Nomadland Is a Gorgeous Journey Through the Wreckage of American Promise
Chloé Zhao’s Oscar contender about one woman’s itinerant life speaks volumes about this country’s myths of self-sufficiency.

Fern (played by Frances McDormand), the hardscrabble hero of Chloé Zhao’s Nomadland, is the kind of resolute, independent protagonist that has dominated American movies since the dawn of the Western genre. She drives around the country in her van, living as self-sufficiently as possible, and carries a flinty affect with people, revealing little about herself and the turmoil that has led to her life on the road. But Fern is not a bullheaded cowboy fighting on the frontier. She’s a newly widowed woman in her early 60s searching for meaningful existence in a nation that’s become hostile to ordinary citizens in need of help.
Zhao’s epic sweep of a movie, which travels the American West from Nevada to South Dakota, is crammed with beautiful photography of some of the country’s most dramatic landscapes. It’s also overflowing with Zhao’s empathetic style of storytelling, and the ensemble largely features nonactors playing themselves, relaying stories of survival on the road in the aftermath of 2008’s Great Recession. As the United States weathers another seismic economic and humanitarian crisis, Zhao’s film offers insightful perspective on how terrifying and tenuous the American dream can be.

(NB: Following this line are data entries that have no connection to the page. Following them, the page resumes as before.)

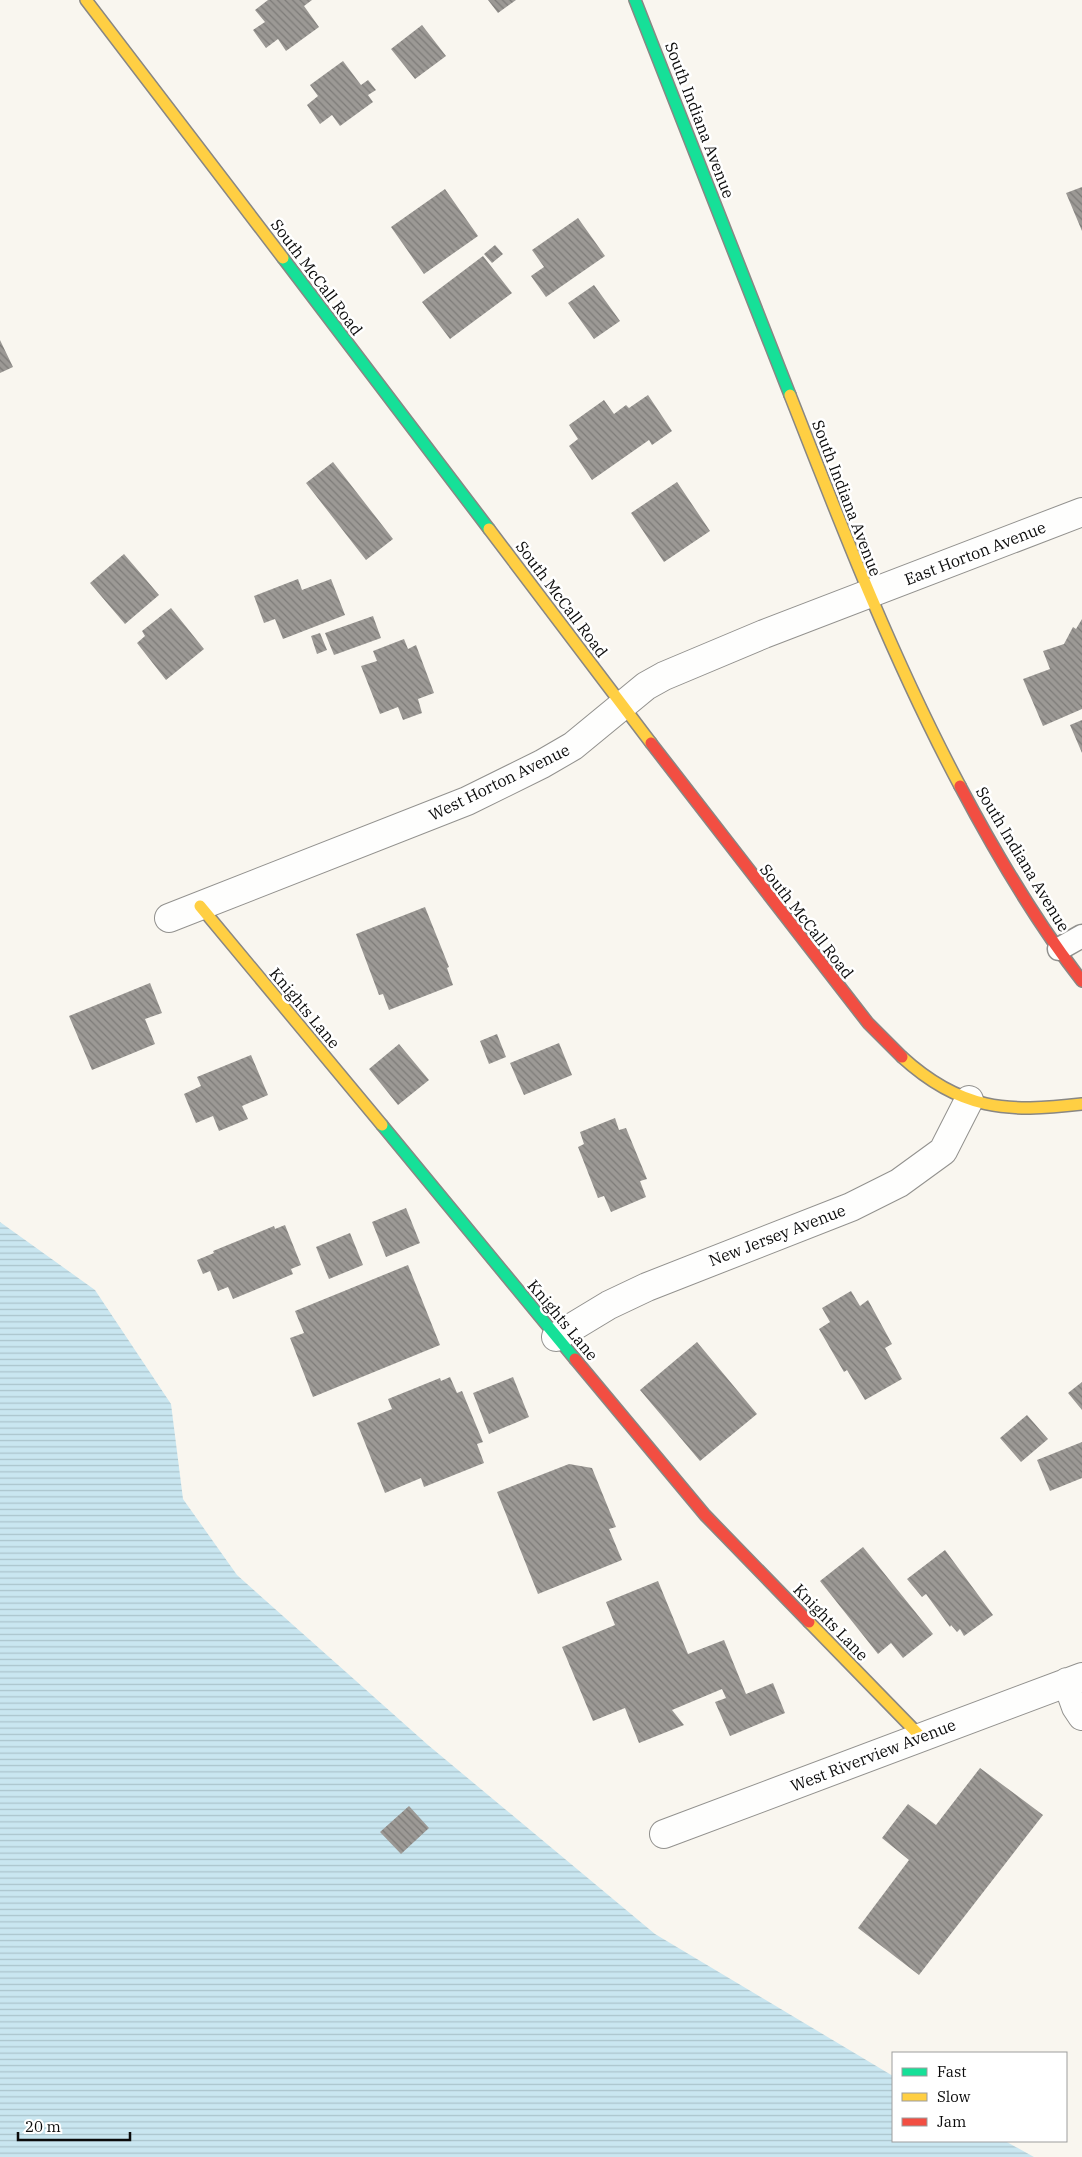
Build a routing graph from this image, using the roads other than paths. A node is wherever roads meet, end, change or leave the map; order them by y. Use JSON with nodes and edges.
{"nodes":[{"id":1,"x":86,"y":0,"type":"edge"},
{"id":2,"x":636,"y":0,"type":"edge"},
{"id":3,"x":1082,"y":512,"type":"edge"},
{"id":4,"x":868,"y":594,"type":"junction"},
{"id":5,"x":622,"y":706,"type":"junction"},
{"id":6,"x":200,"y":906,"type":"junction"},
{"id":7,"x":169,"y":918,"type":"dead end"},
{"id":8,"x":1082,"y":936,"type":"edge"},
{"id":9,"x":1059,"y":950,"type":"junction"},
{"id":10,"x":1082,"y":981,"type":"edge"},
{"id":11,"x":969,"y":1100,"type":"junction"},
{"id":12,"x":1082,"y":1104,"type":"edge"},
{"id":13,"x":556,"y":1337,"type":"junction"},
{"id":14,"x":1074,"y":1680,"type":"edge"},
{"id":15,"x":1082,"y":1716,"type":"edge"},
{"id":16,"x":921,"y":1737,"type":"junction"},
{"id":17,"x":664,"y":1834,"type":"dead end"}],
"edges":[{"from":1,"to":5,"type":"street","name":"South McCall Road"},
{"from":2,"to":4,"type":"street","name":"South Indiana Avenue"},
{"from":3,"to":4,"type":"street","name":"East Horton Avenue"},
{"from":4,"to":5,"type":"street","name":"West Horton Avenue"},
{"from":4,"to":9,"type":"street","name":"South Indiana Avenue"},
{"from":5,"to":6,"type":"street","name":"West Horton Avenue"},
{"from":5,"to":11,"type":"street","name":"South McCall Road"},
{"from":6,"to":7,"type":"street","name":"West Horton Avenue"},
{"from":6,"to":13,"type":"street","name":"Knights Lane"},
{"from":8,"to":9,"type":"lane"},
{"from":9,"to":10,"type":"street","name":"South Indiana Avenue"},
{"from":11,"to":12,"type":"street","name":"South McCall Road"},
{"from":11,"to":13,"type":"street","name":"New Jersey Avenue"},
{"from":13,"to":16,"type":"street","name":"Knights Lane"},
{"from":14,"to":15,"type":"street"},
{"from":14,"to":16,"type":"street","name":"West Riverview Avenue"},
{"from":16,"to":17,"type":"street","name":"West Riverview Avenue"}]}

Zhao’s first two features, Songs My Brothers Taught Me and The Rider, were both set on South Dakota’s Pine Ridge Indian Reservation and focused on characters played by first-time actors in stories deeply inspired by their own lives. The Rider, in particular, is a staggering work that’s indebted to the stubborn spirit of classic Westerns, but told from the uncommon viewpoint of a Lakota Sioux rodeo star struggling to recover from injury. Nomadland is inspired by real life too: It’s adapted from a nonfiction book by Jessica Bruder about Americans living out of their vans post-2008. This realism is anchored to arresting work from McDormand, who delivers achingly compassionate, rambling monologues, as well as the sharp attitude that won her an Oscar for Three Billboards Outside Ebbing, Missouri.
Though Fern is the fictional center of the movie, her backstory is rooted in reality—she is from Empire, Nevada, which once served as a company town for the United States Gypsum Corporation, before it closed its local mine. An opening title card reveals the toll this shutdown took on the actual community’s livelihoods: The town emptied out so quickly that its zip code was discontinued.

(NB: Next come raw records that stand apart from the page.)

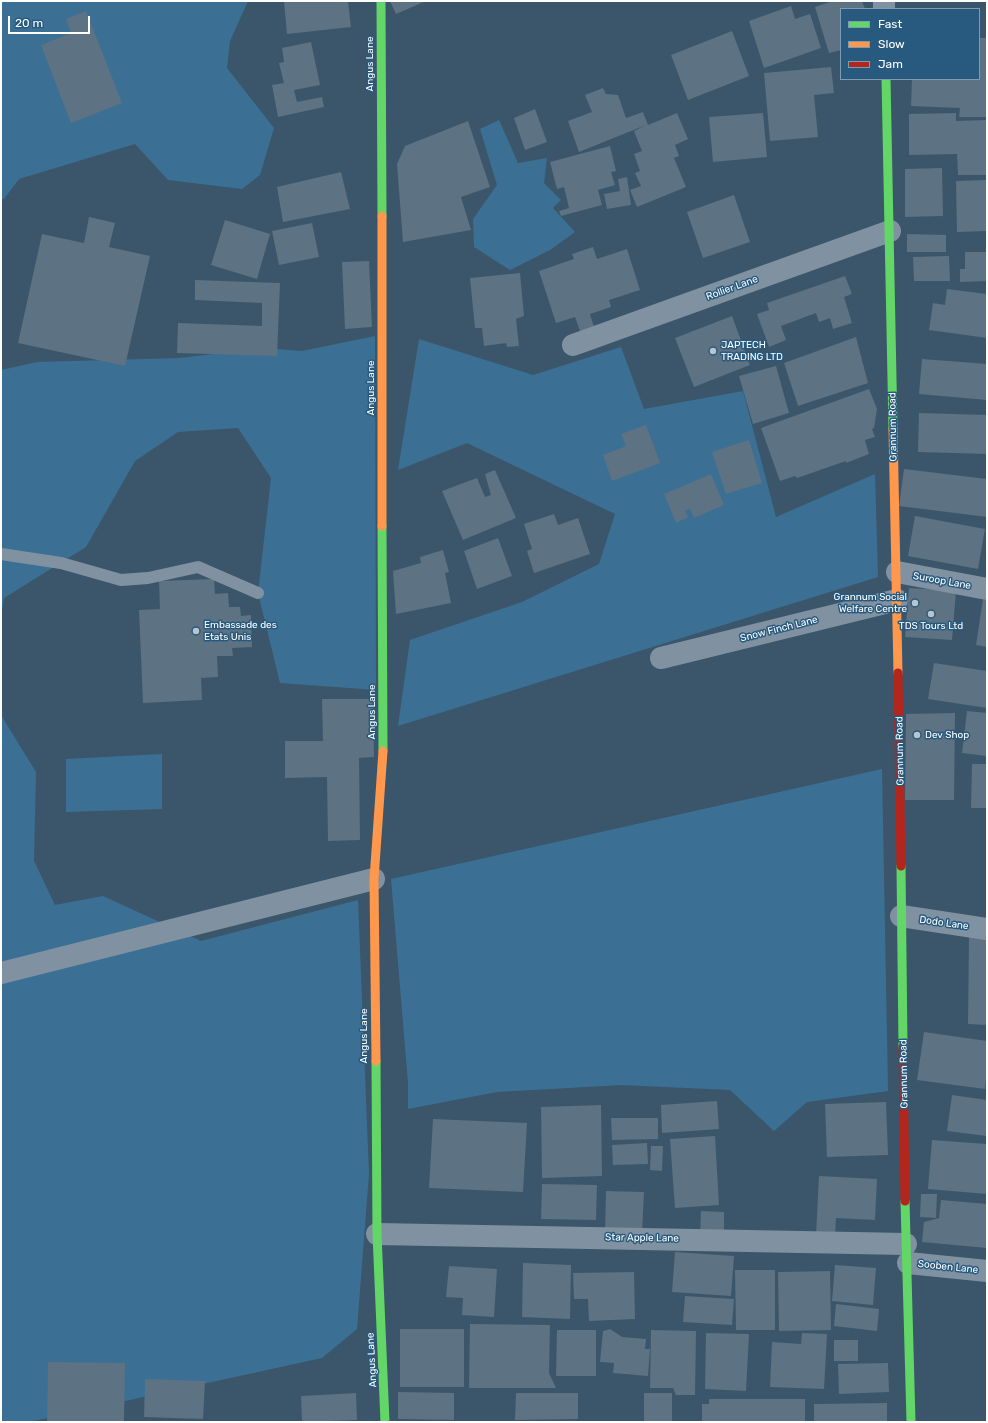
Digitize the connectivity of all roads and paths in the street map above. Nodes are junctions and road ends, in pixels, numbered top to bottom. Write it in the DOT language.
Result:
graph roads {
  1 [pos="381,1"];
  2 [pos="886,80"];
  3 [pos="890,231"];
  4 [pos="574,345"];
  5 [pos="1,554"];
  6 [pos="897,572"];
  7 [pos="987,589"];
  8 [pos="258,593"];
  9 [pos="897,600"];
  10 [pos="661,658"];
  11 [pos="374,879"];
  12 [pos="901,916"];
  13 [pos="987,929"];
  14 [pos="1,973"];
  15 [pos="377,1234"];
  16 [pos="907,1253"];
  17 [pos="987,1271"];
  18 [pos="385,1422"];
  19 [pos="911,1422"];
  1 -- 11 [label="street, Angus Lane"];
  2 -- 3 [label="street, Grannum Road"];
  3 -- 4 [label="street, Rollier Lane"];
  3 -- 6 [label="street, Grannum Road"];
  5 -- 8 [label="lane"];
  6 -- 7 [label="street, Suroop Lane"];
  6 -- 9 [label="street, Grannum Road"];
  9 -- 10 [label="street, Snow Finch Lane"];
  9 -- 12 [label="street, Grannum Road"];
  11 -- 14 [label="street"];
  11 -- 15 [label="street, Angus Lane"];
  12 -- 13 [label="street, Dodo Lane"];
  12 -- 16 [label="street, Grannum Road"];
  15 -- 16 [label="street, Star Apple Lane"];
  15 -- 18 [label="street, Angus Lane"];
  16 -- 17 [label="street, Sooben Lane"];
  16 -- 19 [label="street, Grannum Road"];
}
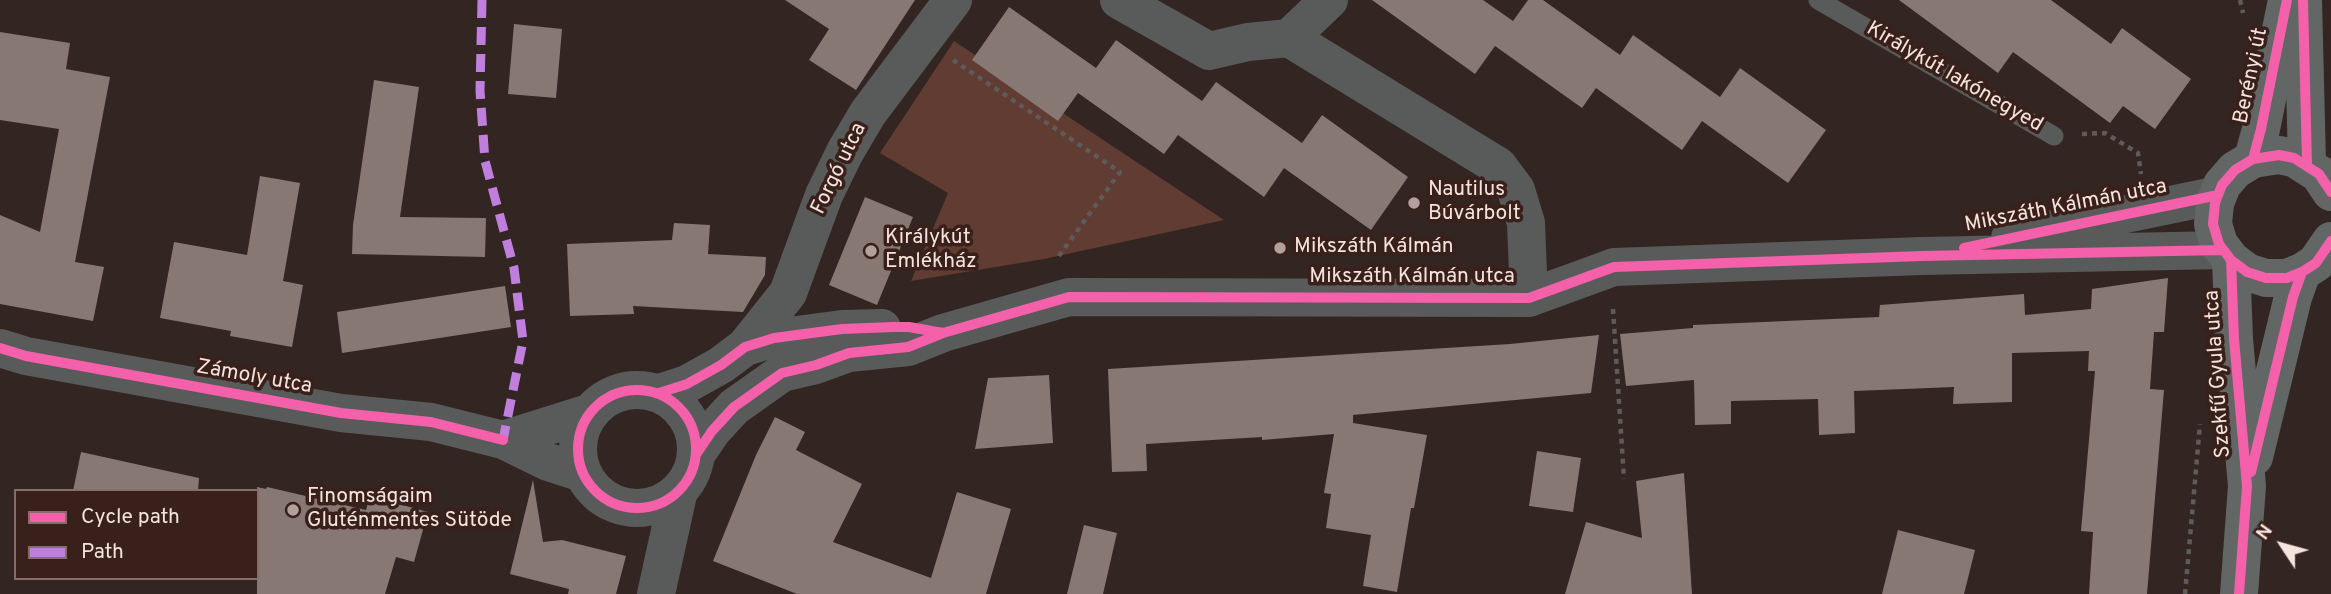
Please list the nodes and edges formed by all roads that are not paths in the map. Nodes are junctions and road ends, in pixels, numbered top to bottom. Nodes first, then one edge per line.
1 (953, 0) edge
2 (1119, 0) edge
3 (1329, 0) edge
4 (1818, 0) edge
5 (2287, 0) edge
6 (2303, 0) edge
7 (1289, 38) junction
8 (2054, 136) dead end
9 (2253, 159) junction
10 (2324, 182) edge
11 (2218, 195) junction
12 (2323, 253) edge
13 (2227, 255) junction
14 (1923, 256) junction
15 (1528, 298) junction
16 (943, 333) junction
17 (746, 347) junction
18 (0, 348) edge
19 (659, 393) junction
20 (589, 413) junction
21 (503, 440) junction
22 (696, 453) junction
23 (582, 473) junction
24 (2247, 486) junction
25 (679, 490) junction
26 (616, 504) junction
27 (667, 591) edge
28 (2239, 594) edge

1 - 17 street, Forgó utca
2 - 7 street
3 - 7 street
4 - 8 lane, Királykút lakónegyed
5 - 9 main road, Berényi út
6 - 10 main road, Berényi út
7 - 15 street, Mikszáth Kálmán utca
9 - 10 main road, Berényi út
9 - 11 main road
11 - 13 main road
11 - 14 street, Mikszáth Kálmán utca
12 - 13 main road
12 - 24 main road, Szekfű Gyula utca
13 - 14 street, Mikszáth Kálmán utca
13 - 24 main road, Szekfű Gyula utca
14 - 15 street, Mikszáth Kálmán utca
15 - 16 street, Mikszáth Kálmán utca
16 - 17 street, Mikszáth Kálmán utca
16 - 22 street, Mikszáth Kálmán utca
17 - 19 street, Mikszáth Kálmán utca
18 - 21 street, Zámoly utca
19 - 20 street
19 - 22 street
20 - 21 street
20 - 23 street
21 - 23 street, Zámoly utca
22 - 25 street
23 - 26 street
24 - 28 main road, Szekfű Gyula utca
25 - 26 street
25 - 27 street
26 - 27 street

Fern rebuilds an itinerant life from the ashes of that loss and the death of her husband. She pulls seasonal work at a local Amazon warehouse (where Zhao captures fascinating real-life footage), drives from campsite to campsite, and takes advice from fellow unsettled citizens. Zhao revels in the disparate connections that Fern forges, in a community that isn’t based on one location but on a state of existence.
Nomadland is not a particularly romantic movie. Though the cinematographer, Joshua James Richards, captures many a stunning vista on Fern’s travels (he even imitates, at one crucial moment, a famous shot from the classic Western The Searchers), Zhao also sheds light on the less glamorous parts of Fern’s new lifestyle. Personal hygiene, going to the bathroom, and other basic tasks such as doing laundry or staying warm: These are some of the mundane challenges that Fern faces, and Zhao cleverly injects them with life-and-death stakes.
Fern’s struggle to admit her own vulnerability, and her reluctance to delve into the lingering trauma of losing her job and her family, is the real tension of Nomadland, and McDormand plays that fear and sadness perfectly. Fern is not an excessively mean character, but she’s highly guarded, and there’s real drama in watching those barriers crumble over the course of her journey. Nomadland is a work of exploration, and not just across the sprawling American West. Fern is exorcising her darkest demons, which spring from the systemic neglect that has been visited on so many Americans in recent years. The odyssey makes Zhao’s film a transfixing mix of reckoning and catharsis.